> EXERCISE:
Look below for the line containing "function stroke(path, color, width, dash)"; from there through the line containing "function drawText(font, color, halo, rows, align", both lines included, please set down each line exactly and nothing else.

----

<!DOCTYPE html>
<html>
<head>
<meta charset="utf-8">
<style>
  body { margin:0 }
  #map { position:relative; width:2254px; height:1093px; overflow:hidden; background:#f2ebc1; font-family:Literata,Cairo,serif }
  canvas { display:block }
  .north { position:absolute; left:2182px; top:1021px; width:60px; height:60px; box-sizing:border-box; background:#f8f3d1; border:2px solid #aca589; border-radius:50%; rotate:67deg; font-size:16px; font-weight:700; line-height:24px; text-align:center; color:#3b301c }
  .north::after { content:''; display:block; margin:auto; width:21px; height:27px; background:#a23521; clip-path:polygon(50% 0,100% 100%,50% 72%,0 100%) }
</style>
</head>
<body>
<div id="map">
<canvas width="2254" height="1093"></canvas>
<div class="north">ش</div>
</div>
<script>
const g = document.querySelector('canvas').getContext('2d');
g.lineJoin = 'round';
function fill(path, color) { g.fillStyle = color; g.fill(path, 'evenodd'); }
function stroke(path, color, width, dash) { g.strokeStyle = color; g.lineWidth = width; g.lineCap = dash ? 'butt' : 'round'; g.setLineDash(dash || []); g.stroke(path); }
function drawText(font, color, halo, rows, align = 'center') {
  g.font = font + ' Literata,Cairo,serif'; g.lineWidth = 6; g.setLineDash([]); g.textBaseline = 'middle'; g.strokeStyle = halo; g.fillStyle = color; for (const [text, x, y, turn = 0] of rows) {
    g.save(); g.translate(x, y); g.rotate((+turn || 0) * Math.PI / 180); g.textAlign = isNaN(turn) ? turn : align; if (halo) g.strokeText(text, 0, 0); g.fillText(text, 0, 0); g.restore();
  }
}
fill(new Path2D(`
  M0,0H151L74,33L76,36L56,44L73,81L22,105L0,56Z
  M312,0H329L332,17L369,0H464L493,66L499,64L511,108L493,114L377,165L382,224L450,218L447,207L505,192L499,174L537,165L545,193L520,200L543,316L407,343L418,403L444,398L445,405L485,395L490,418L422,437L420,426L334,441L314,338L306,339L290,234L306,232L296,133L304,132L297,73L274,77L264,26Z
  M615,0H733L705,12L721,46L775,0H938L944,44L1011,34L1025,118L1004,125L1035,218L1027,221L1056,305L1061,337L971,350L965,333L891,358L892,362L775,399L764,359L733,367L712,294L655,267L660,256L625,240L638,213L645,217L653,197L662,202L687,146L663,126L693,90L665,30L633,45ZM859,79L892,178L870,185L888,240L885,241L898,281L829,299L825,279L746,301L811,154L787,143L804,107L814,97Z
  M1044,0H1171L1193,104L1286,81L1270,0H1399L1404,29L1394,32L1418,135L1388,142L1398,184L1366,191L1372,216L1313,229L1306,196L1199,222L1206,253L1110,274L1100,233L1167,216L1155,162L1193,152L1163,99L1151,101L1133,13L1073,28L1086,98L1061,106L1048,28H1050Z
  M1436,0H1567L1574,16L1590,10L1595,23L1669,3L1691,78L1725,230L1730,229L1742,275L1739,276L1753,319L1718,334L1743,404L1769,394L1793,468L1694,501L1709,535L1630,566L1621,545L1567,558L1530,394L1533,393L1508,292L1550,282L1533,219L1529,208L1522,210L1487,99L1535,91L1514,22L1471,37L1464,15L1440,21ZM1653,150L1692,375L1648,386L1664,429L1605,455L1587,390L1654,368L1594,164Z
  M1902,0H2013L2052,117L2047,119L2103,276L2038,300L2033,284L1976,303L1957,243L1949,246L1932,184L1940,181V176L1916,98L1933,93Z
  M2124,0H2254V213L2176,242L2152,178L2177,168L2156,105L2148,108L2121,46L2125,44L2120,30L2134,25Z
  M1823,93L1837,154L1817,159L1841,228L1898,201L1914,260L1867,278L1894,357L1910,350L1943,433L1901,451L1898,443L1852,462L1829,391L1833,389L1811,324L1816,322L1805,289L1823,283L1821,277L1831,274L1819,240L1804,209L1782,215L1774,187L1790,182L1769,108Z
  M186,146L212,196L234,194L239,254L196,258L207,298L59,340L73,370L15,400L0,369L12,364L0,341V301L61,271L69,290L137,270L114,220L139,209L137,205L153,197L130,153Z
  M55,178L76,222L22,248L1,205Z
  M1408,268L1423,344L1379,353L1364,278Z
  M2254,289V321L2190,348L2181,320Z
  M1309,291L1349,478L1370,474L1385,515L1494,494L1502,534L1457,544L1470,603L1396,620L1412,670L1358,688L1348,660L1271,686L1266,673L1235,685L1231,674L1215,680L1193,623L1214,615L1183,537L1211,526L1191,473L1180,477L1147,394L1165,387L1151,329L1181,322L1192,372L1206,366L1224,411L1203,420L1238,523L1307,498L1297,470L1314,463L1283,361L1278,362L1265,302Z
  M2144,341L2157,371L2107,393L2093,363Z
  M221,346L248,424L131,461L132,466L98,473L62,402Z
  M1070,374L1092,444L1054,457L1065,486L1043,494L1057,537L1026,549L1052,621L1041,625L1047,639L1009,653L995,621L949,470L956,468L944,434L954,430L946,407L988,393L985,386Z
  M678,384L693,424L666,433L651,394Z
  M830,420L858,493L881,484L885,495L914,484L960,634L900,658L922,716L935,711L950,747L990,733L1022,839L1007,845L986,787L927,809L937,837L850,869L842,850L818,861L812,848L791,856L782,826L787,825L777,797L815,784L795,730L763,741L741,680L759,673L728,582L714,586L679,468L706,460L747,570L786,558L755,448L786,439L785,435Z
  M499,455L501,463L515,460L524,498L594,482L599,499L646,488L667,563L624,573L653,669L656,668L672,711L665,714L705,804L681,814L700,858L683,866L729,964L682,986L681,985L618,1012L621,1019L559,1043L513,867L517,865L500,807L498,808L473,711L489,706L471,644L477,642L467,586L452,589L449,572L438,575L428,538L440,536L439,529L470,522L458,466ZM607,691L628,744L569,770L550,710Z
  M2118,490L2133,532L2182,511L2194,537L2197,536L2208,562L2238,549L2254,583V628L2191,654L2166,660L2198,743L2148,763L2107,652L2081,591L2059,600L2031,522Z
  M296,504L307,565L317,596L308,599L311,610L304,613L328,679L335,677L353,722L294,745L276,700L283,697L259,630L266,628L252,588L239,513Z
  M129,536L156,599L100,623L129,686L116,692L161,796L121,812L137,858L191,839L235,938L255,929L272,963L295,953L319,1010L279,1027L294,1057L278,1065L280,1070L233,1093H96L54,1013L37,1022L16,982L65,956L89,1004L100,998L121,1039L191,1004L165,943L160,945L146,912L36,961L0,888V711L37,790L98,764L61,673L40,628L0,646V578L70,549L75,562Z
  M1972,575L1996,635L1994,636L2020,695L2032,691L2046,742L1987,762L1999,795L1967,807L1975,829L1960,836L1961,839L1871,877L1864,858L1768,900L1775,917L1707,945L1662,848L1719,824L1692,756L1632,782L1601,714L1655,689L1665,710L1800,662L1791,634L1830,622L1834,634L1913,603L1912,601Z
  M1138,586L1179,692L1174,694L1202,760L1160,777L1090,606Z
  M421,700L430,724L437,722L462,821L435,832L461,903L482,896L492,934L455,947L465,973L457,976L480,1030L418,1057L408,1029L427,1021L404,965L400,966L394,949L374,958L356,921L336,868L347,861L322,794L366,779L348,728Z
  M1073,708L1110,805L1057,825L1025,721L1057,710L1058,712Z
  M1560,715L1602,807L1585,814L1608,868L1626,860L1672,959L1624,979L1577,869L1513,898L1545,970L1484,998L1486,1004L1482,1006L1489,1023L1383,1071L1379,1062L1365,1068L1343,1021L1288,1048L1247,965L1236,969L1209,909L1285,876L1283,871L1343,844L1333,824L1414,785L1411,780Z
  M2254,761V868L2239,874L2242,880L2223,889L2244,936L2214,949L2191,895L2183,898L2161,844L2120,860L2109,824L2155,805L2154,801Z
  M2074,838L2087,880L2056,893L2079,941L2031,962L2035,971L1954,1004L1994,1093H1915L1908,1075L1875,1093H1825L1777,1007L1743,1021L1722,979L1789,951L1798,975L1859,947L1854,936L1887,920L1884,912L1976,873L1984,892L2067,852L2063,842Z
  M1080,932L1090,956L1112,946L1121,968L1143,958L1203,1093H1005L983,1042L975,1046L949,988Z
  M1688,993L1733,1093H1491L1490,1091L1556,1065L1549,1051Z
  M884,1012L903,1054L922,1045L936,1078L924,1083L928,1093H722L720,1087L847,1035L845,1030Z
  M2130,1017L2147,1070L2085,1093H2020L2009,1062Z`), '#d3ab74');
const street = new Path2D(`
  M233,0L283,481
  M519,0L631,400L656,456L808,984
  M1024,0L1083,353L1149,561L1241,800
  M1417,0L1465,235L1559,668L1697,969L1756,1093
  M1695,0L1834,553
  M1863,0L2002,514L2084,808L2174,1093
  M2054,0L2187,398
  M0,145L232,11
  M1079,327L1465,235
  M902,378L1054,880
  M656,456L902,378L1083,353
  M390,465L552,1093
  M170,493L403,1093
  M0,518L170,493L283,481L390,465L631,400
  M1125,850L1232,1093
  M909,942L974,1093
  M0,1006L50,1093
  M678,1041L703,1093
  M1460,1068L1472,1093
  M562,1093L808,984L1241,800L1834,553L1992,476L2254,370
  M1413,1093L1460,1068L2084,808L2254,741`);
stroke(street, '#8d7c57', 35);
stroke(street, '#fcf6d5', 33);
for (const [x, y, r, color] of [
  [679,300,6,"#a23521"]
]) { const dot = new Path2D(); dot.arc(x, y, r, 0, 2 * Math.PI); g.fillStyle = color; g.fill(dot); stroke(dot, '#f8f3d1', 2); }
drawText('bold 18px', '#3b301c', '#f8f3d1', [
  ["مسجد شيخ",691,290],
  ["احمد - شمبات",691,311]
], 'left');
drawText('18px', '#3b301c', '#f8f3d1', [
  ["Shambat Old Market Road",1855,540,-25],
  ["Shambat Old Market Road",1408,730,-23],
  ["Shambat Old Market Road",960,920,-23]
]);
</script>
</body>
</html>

----

> SOLUTION TO THIS PROBLEM:
function stroke(path, color, width, dash) { g.strokeStyle = color; g.lineWidth = width; g.lineCap = dash ? 'butt' : 'round'; g.setLineDash(dash || []); g.stroke(path); }
function drawText(font, color, halo, rows, align = 'center') {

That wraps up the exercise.